Bagikan:

Banyak Izin Sertifikasi Kayu Terbit Jelang Pemilu

Riset WALHI menunjukkan kalau perusahaan yang tidak cakap justru lolos verifikasi.

BERITA

Rabu, 19 Mar 2014 17:28 WIB

Author

Agus Luqman

Banyak Izin Sertifikasi Kayu Terbit Jelang Pemilu

Proses sertifikasi kayu, perusahaan tidak ramah lingkungan lolos sertifikasi kayu

KBR68H, Jakarta - Walhi menemukan kalau hampir separuh pelaku bisnis kayu dan produk turunannya terlibat dalam proses pencucian kayu. Praktik “green washing” ini dilakukan lewat mekanisme Sistem Verifikasi Legalitas Kayu (SVLK). Hasil riset WALHI juga menunjukkan kalau izin bisa saja diterbitkan tanpa menimbang lingkungan serta hak manusia terhadap hutan tersebut. Dengan begitu, perusahaan yang tidak memprioritaskan lingkungan bisa jadi justru lolos verifikasi. 


Berikut wawancara dengan Zenzi Suhaidi, anggota Koalisi LSM Lingkungan dalam Sarapan Pagi Rabu (19/3): 


Artinya ada pemberian izin yang longgar disini?


“Bukan ada tapi di Indonesia mayoritas penerbitan izin itu tidak benar.” 


Tidak benarnya seperti apa? 


“Contohnya kenapa penerbitan izin itu marak di tahun-tahun pilkada atau tahun pemilu. Itu artinya izin terhadap sumber daya alam dan ruang di Indonesia itu merupakan objek transaksional politik. Saya ambil contoh untuk HPH di tahun 2009 biasanya dalam satu tahun penerbitan izin 500 ribu hektar, di tahun 2009 dia melonjak menjadi 3,1 juta hektar. Padahal tahun 2009 permohonan hanya 2 juta hektar kok diterbitkan 3,1 juta hektar izin. Demikian juga untuk HTI di tahun 2009 penerbitan itu mencapai 1,9 juta hektar, ini ganjil di kita di tahun pemilu marak dikeluarkan perizinan. Kalau proses penerbitan izin di Indonesia itu benar tidak akan ada asap seperti di Riau saat ini.” 

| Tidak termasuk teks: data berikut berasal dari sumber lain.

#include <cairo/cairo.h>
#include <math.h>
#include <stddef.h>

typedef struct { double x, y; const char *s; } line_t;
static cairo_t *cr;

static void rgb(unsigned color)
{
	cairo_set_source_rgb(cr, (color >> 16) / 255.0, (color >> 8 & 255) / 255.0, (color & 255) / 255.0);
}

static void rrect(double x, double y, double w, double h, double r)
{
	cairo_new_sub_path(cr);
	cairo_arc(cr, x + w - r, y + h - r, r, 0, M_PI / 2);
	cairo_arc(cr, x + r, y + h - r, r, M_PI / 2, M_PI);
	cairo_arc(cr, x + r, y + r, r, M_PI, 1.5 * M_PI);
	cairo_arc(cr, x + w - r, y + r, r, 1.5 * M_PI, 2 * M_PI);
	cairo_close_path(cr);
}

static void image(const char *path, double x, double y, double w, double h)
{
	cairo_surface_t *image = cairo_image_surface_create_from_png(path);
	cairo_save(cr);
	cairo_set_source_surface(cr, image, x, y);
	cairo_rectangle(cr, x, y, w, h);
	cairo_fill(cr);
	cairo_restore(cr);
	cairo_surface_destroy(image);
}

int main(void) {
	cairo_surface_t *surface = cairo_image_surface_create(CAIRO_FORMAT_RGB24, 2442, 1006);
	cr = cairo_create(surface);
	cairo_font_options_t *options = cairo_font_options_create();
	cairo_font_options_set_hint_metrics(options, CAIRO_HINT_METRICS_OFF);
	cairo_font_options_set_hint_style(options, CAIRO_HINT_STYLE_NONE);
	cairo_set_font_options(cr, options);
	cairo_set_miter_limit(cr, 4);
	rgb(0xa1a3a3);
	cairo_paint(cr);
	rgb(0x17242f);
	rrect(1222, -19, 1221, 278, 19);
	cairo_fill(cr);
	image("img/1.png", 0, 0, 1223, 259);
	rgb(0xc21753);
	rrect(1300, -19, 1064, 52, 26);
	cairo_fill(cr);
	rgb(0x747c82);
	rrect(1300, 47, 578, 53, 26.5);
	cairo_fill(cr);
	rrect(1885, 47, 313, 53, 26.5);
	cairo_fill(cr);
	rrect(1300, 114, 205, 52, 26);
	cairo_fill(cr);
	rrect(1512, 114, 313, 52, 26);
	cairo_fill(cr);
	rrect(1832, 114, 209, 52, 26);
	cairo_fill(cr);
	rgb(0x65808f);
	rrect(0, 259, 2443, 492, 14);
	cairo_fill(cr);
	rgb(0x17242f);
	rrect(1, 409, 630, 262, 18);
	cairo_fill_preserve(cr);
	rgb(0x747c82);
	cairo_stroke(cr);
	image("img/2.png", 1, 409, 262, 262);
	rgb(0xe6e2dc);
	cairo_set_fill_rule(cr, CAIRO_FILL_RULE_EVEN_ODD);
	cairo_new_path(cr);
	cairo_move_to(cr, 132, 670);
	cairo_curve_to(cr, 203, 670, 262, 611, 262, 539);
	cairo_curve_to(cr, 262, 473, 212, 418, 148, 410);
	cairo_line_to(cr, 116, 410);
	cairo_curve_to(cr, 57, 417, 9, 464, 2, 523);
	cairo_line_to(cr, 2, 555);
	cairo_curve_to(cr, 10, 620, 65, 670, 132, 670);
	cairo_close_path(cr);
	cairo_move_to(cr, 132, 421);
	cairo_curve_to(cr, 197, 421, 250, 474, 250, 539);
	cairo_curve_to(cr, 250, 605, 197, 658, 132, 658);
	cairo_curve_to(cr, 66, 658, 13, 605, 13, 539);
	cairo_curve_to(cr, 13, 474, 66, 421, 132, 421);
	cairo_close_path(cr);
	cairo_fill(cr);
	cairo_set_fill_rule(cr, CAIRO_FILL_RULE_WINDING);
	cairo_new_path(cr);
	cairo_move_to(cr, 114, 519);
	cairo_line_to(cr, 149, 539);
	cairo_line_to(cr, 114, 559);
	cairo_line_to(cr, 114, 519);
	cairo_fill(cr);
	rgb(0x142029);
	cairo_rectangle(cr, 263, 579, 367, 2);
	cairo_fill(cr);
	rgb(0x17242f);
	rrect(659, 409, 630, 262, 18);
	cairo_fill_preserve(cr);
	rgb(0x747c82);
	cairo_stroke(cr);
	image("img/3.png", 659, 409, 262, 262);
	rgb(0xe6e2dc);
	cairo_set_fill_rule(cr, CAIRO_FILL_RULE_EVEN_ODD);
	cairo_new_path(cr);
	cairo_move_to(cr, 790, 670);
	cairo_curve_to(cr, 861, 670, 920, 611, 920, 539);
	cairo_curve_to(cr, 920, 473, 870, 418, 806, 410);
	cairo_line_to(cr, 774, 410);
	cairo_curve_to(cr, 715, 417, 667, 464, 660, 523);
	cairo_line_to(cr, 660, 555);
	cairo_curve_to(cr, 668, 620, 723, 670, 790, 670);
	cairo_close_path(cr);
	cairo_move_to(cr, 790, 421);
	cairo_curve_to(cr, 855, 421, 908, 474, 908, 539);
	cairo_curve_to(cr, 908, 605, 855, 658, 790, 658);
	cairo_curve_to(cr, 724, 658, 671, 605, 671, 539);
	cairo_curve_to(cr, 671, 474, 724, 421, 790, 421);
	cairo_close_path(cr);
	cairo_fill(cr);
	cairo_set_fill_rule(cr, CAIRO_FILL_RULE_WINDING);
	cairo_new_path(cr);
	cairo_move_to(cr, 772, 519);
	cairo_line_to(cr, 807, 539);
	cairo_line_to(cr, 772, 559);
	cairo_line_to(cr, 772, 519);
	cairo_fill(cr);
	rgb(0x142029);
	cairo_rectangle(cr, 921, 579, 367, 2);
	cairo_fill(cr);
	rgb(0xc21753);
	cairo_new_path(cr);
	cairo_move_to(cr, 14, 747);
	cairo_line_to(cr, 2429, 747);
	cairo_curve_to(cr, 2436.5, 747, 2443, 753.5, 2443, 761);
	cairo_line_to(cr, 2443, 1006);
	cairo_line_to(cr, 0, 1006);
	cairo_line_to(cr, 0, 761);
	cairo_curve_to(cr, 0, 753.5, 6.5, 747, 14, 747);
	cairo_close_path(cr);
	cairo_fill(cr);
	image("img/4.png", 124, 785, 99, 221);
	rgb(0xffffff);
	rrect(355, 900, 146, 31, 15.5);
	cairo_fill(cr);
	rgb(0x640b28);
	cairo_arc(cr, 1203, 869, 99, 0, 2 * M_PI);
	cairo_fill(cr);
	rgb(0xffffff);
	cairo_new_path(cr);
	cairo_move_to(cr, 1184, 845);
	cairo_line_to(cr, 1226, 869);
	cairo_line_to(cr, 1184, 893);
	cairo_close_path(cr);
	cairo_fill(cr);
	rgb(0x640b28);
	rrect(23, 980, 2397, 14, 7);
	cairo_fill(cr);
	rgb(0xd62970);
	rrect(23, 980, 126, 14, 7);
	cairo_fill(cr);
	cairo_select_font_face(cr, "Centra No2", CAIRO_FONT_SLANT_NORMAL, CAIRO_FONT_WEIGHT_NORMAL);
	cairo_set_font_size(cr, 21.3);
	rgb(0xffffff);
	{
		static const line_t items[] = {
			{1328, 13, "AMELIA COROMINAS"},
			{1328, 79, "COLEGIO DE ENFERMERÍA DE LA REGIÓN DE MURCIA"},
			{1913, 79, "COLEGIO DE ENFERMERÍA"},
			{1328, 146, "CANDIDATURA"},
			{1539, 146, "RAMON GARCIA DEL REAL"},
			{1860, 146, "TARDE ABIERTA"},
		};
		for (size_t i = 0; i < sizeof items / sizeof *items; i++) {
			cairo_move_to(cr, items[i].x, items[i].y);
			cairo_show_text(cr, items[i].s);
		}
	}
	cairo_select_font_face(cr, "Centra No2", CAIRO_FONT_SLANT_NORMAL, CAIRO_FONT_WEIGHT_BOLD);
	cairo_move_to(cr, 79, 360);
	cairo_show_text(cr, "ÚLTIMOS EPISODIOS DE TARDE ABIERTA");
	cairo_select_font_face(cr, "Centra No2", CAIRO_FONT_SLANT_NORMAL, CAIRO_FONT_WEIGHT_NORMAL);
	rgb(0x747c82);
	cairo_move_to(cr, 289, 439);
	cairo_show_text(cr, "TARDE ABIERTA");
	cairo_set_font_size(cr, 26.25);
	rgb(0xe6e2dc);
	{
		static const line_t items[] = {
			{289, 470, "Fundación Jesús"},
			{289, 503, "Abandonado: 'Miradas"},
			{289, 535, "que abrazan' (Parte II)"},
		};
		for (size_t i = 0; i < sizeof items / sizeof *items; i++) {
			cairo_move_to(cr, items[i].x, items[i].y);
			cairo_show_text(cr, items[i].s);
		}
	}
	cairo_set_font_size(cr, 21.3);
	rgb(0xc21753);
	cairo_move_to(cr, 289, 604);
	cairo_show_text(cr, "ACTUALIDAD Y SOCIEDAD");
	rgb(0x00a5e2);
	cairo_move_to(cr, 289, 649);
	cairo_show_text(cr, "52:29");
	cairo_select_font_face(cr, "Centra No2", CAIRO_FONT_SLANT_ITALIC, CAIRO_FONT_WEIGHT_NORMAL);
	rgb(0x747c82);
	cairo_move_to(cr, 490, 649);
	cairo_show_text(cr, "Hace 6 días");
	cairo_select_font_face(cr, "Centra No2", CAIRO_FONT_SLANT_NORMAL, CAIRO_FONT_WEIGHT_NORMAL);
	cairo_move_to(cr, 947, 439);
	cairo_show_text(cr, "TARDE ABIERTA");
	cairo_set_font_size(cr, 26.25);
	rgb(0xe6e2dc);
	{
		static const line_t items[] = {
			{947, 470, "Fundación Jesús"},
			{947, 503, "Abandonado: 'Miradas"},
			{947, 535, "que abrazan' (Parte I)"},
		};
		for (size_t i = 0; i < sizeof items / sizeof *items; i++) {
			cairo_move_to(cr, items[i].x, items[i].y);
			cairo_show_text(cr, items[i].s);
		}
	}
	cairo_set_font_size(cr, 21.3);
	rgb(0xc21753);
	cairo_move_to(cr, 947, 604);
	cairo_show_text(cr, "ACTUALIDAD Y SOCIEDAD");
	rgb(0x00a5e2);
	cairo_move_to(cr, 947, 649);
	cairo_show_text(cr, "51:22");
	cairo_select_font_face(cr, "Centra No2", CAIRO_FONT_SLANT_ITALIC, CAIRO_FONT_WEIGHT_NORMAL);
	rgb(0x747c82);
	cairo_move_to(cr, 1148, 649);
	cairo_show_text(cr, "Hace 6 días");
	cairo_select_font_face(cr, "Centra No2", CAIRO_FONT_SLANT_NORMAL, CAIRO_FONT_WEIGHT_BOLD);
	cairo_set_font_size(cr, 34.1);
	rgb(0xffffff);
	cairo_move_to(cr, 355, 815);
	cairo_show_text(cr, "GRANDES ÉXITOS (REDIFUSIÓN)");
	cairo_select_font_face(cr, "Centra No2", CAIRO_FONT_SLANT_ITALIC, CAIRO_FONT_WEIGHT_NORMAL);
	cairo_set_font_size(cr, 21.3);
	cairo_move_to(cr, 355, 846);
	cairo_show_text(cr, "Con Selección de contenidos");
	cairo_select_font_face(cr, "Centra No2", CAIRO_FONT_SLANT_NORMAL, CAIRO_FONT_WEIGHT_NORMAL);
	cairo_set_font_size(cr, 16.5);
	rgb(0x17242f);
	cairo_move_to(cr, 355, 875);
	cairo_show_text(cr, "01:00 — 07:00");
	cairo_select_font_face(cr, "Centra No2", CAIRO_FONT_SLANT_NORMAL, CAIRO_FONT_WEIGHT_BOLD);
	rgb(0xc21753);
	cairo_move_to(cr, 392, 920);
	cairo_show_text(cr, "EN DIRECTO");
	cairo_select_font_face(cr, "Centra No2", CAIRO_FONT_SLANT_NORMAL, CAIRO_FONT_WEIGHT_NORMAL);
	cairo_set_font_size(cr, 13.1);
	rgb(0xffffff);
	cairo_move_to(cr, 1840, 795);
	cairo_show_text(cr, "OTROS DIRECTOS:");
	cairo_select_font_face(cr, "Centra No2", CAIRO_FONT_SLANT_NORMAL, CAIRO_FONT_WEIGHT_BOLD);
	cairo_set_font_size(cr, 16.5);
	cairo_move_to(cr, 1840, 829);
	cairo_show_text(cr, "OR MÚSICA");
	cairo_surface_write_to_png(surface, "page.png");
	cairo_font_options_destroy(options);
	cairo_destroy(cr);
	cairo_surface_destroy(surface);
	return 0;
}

Kalau dari pola penerbitan izin biasanya ada verifikasi, ada tim yang meninjau ke lapangan. Apakah hal-hal seperti ini tidak ada?

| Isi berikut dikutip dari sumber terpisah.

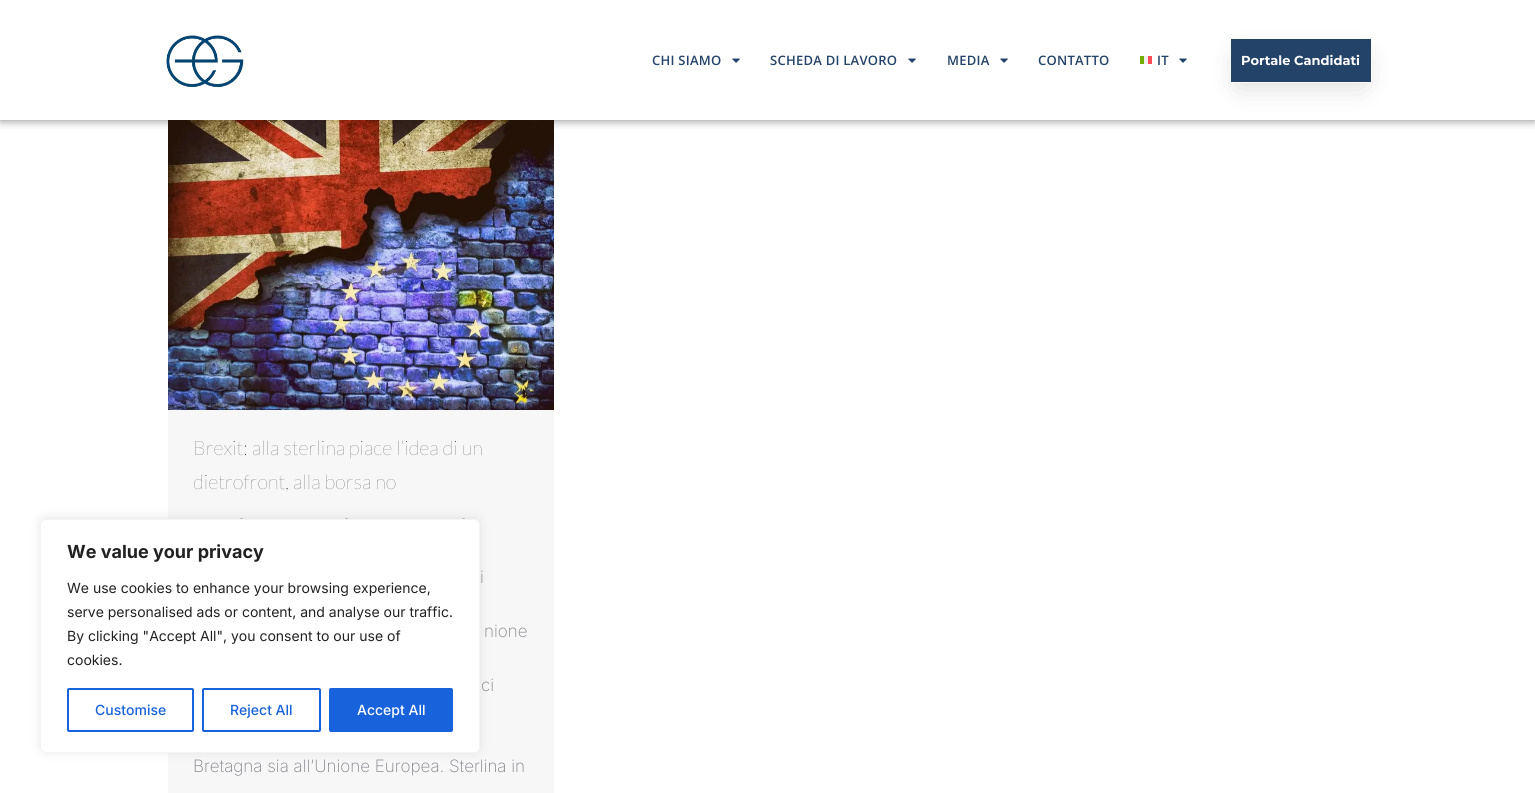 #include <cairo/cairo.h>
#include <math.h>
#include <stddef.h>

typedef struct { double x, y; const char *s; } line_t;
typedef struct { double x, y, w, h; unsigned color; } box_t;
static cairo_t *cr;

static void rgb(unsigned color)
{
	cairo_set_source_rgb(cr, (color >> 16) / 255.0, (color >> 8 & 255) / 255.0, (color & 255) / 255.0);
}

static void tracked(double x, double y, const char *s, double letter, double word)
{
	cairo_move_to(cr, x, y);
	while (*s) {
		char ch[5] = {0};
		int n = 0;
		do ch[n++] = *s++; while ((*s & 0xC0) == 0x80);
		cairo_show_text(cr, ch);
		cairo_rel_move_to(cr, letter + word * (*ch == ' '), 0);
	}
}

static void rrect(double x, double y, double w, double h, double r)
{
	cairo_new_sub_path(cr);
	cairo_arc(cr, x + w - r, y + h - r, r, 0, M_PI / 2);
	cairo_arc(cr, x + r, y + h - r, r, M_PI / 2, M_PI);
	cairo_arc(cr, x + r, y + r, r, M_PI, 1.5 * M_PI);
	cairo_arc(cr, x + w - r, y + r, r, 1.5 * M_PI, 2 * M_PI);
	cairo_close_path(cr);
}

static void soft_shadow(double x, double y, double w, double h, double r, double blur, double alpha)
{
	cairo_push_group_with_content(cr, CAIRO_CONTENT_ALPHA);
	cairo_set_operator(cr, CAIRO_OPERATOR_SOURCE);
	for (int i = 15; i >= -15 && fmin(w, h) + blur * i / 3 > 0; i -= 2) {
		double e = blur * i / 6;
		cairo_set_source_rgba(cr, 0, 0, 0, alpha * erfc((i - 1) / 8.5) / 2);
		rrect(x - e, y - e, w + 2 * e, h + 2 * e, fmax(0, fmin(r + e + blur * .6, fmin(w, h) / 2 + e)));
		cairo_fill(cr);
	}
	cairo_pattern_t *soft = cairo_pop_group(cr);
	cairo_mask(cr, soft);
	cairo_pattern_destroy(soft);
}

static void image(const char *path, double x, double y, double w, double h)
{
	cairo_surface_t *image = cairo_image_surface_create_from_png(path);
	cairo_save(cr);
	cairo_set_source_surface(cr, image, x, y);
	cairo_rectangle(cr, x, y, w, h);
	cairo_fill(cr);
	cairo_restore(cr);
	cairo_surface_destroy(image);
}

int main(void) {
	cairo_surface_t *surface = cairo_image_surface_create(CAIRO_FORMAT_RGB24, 1535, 793);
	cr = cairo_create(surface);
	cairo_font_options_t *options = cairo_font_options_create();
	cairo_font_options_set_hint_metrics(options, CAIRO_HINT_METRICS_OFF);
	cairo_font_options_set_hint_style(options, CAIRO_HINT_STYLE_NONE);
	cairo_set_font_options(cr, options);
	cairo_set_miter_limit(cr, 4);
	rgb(0xffffff);
	cairo_paint(cr);
	cairo_save(cr);
	cairo_rectangle(cr, 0, 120, 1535, 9);
	cairo_clip(cr);
	rgb(0x000000);
	soft_shadow(0, 0, 1535, 120, 0, 5, 0.5);
	cairo_restore(cr);
	image("img/1.png", 166, 35, 78, 52);
	image("img/2.png", 732, 58, 8, 5);
	image("img/2.png", 908, 58, 8, 5);
	image("img/2.png", 1000, 58, 8, 5);
	{
		static const box_t items[] = {
			{1140, 56, 12, 8, 0xf0f0f0},
			{1148, 56, 4, 8, 0xff4b55},
			{1140, 56, 4, 8, 0x73af00},
		};
		for (size_t i = 0; i < sizeof items / sizeof *items; i++) {
			rgb(items[i].color);
			cairo_rectangle(cr, items[i].x, items[i].y, items[i].w, items[i].h);
			cairo_fill(cr);
		}
	}
	image("img/2.png", 1179, 58, 8, 5);
	rgb(0x000000);
	soft_shadow(1239, 57, 124, 27, 0, 15, 0.16);
	rgb(0x244368);
	cairo_rectangle(cr, 1230.5, 38.5, 141, 44);
	cairo_fill_preserve(cr);
	rgb(0xfbfbfc);
	cairo_set_line_width(cr, 1);
	cairo_stroke(cr);
	rgb(0xf7f7f7);
	cairo_rectangle(cr, 168, 410, 386, 383);
	cairo_fill(cr);
	image("img/3.png", 168, 120, 386, 290);
	rgb(0xb4b5bb);
	cairo_arc(cr, 241.5, 519.5, 1.5, 0, 2 * M_PI);
	cairo_fill(cr);
	cairo_arc(cr, 346.5, 519.5, 1.5, 0, 2 * M_PI);
	cairo_fill(cr);
	cairo_arc(cr, 463.5, 519.5, 1.5, 0, 2 * M_PI);
	cairo_fill(cr);
	rgb(0xacabab);
	soft_shadow(40, 518, 440, 234, 6, 5, 0.3);
	rgb(0xffffff);
	rrect(40.5, 519.5, 439, 233, 5.5);
	cairo_fill_preserve(cr);
	rgb(0xf4f4f4);
	cairo_stroke(cr);
	rrect(68, 689, 125, 42, 1);
	rgb(0x1863dc);
	cairo_set_line_width(cr, 2);
	cairo_stroke(cr);
	rrect(203, 689, 117, 42, 1);
	cairo_stroke(cr);
	rrect(330, 689, 122, 42, 1);
	cairo_fill_preserve(cr);
	cairo_stroke(cr);
	cairo_select_font_face(cr, "Open Sans SemiBold", CAIRO_FONT_SLANT_NORMAL, CAIRO_FONT_WEIGHT_NORMAL);
	cairo_set_font_size(cr, 13);
	rgb(0x244368);
	{
		static const line_t items[] = {
			{652, 65, "CHI SIAMO"},
			{770, 65, "SCHEDA DI LAVORO"},
			{947, 65, "MEDIA"},
			{1038, 65, "CONTATTO"},
			{1157, 65, "IT"},
		};
		for (size_t i = 0; i < sizeof items / sizeof *items; i++) {
			tracked(items[i].x, items[i].y, items[i].s, 0.25, 0);
		}
	}
	cairo_select_font_face(cr, "Montserrat", CAIRO_FONT_SLANT_NORMAL, CAIRO_FONT_WEIGHT_BOLD);
	rgb(0xffffff);
	cairo_move_to(cr, 1241, 65);
	cairo_show_text(cr, "Portale Candidati");
	cairo_select_font_face(cr, "Lato Thin", CAIRO_FONT_SLANT_NORMAL, CAIRO_FONT_WEIGHT_NORMAL);
	cairo_set_font_size(cr, 20);
	rgb(0x333333);
	cairo_move_to(cr, 193, 455);
	cairo_show_text(cr, "Brexit: alla sterlina piace l’idea di un");
	cairo_move_to(cr, 193, 489);
	cairo_show_text(cr, "dietrofront, alla borsa no");
	cairo_select_font_face(cr, "Inter ExtraLight", CAIRO_FONT_SLANT_NORMAL, CAIRO_FONT_WEIGHT_NORMAL);
	cairo_set_font_size(cr, 17);
	rgb(0x85868c);
	{
		static const line_t items[] = {
			{480, 583, "i"},
			{484, 637, "nione"},
			{481, 691, "ci"},
			{193, 772, "Bretagna sia all’Unione Europea. Sterlina in"},
		};
		for (size_t i = 0; i < sizeof items / sizeof *items; i++) {
			cairo_move_to(cr, items[i].x, items[i].y);
			cairo_show_text(cr, items[i].s);
		}
	}
	cairo_select_font_face(cr, "Inter", CAIRO_FONT_SLANT_NORMAL, CAIRO_FONT_WEIGHT_BOLD);
	cairo_set_font_size(cr, 18);
	rgb(0x212121);
	cairo_move_to(cr, 67, 558);
	cairo_show_text(cr, "We value your privacy");
	cairo_select_font_face(cr, "Inter", CAIRO_FONT_SLANT_NORMAL, CAIRO_FONT_WEIGHT_NORMAL);
	cairo_set_font_size(cr, 14);
	{
		static const line_t items[] = {
			{67, 593, "We use cookies to enhance your browsing experience,"},
			{67, 617, "serve personalised ads or content, and analyse our traffic."},
			{67, 641, "By clicking \"Accept All\", you consent to our use of"},
			{67, 665, "cookies."},
		};
		for (size_t i = 0; i < sizeof items / sizeof *items; i++) {
			cairo_move_to(cr, items[i].x, items[i].y);
			cairo_show_text(cr, items[i].s);
		}
	}
	cairo_select_font_face(cr, "Inter Medium", CAIRO_FONT_SLANT_NORMAL, CAIRO_FONT_WEIGHT_NORMAL);
	rgb(0x1863dc);
	cairo_move_to(cr, 95, 715);
	cairo_show_text(cr, "Customise");
	cairo_move_to(cr, 230, 715);
	cairo_show_text(cr, "Reject All");
	rgb(0xffffff);
	cairo_move_to(cr, 357, 715);
	cairo_show_text(cr, "Accept All");
	cairo_surface_write_to_png(surface, "page.png");
	cairo_font_options_destroy(options);
	cairo_destroy(cr);
	cairo_surface_destroy(surface);
	return 0;
}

“Pertanyaannya tim yang meninjau itu melapornya ke siapa. Kalau dia melapor ke yang menerbitkan izin yang menerbitkan izin sendiri itu kita melihat kecenderungannya memang transaksional. Jadi mau seperti apa pun laporannya kalau memang maunya izin diterbitkan ya diterbitkan.”


“Contohnya di tahun 2013 Walhi melaporkan 117 perusahaan yang membakar lahan dan Kementerian Lingkungan Hidup menetapkan tersangka terhadap sembilan perusahaan. Empat perusahaannya itu perusahaan yang mendapat sertifikat SVLK dan sampai hari ini tidak ada proses evaluasi terhadap empat perusahaan tersebut, sertifikatnya dicabut atau tidak. Ini tidak dicabut izin dan sertifikatnya.” 


Walhi punya catatan bahwa mereka menggunakan kayu-kayu yang ilegal?


“Mereka membakar lahan. Artinya cara-cara yang mereka pakai tidak lestari, sertifikat itu tidak menjamin mereka mengutamakan keselamatan lingkungan.”  


Tentang praktik pencucian kayu dari 50 persen yang Anda sebut beberapa di antaranya pemain-pemain besar yang mungkin kita kenal? 


“Jadi perusahaan yang memiliki sertifikat itu hanya 49 persen, artinya 51 persen tidak punya sertifikat. Dari 49 persen yang bersertifikat ini 48 persennya itu oleh dua grup besar, SMG dan APRIL. Sekarang pertanyaannya yang 51 persen itu kayunya dibawa kemana, apakah mereka langsung ekspor tidak bisa. Artinya mereka mensuplai ke dua perusahaan besar ini, terus satu lagi praktik buruk itu terjadi di proses konversi lahan hutan itu untuk kebun kelapa sawit. Ketika land clearing kayunya juga disuplai ke pabrik-pabrik Pulp and Paper dan pabrik turunan kayu yang lain. Korbannya masyarakat pengelola hutan, masyarakat yang melakukan usaha kecil mereka dianggap perambah hutan, pelaku ilegal. Padahal sesungguhnya kejahatan hutan di Indonesia sekarang ini kejahatan yang legal, kejahatan yang diizinkan.”  Uni Eropa dan Amerika merupakan pasar kayu Indonesia. 


Apakah Koalisi LSM Lingkungan pernah mengirim utusan atau berhubungan dengan pihak Uni Eropa dan Amerika untuk menyatakan terjadi penyimpangan dalam sertifikasi kayu di Indonesia? 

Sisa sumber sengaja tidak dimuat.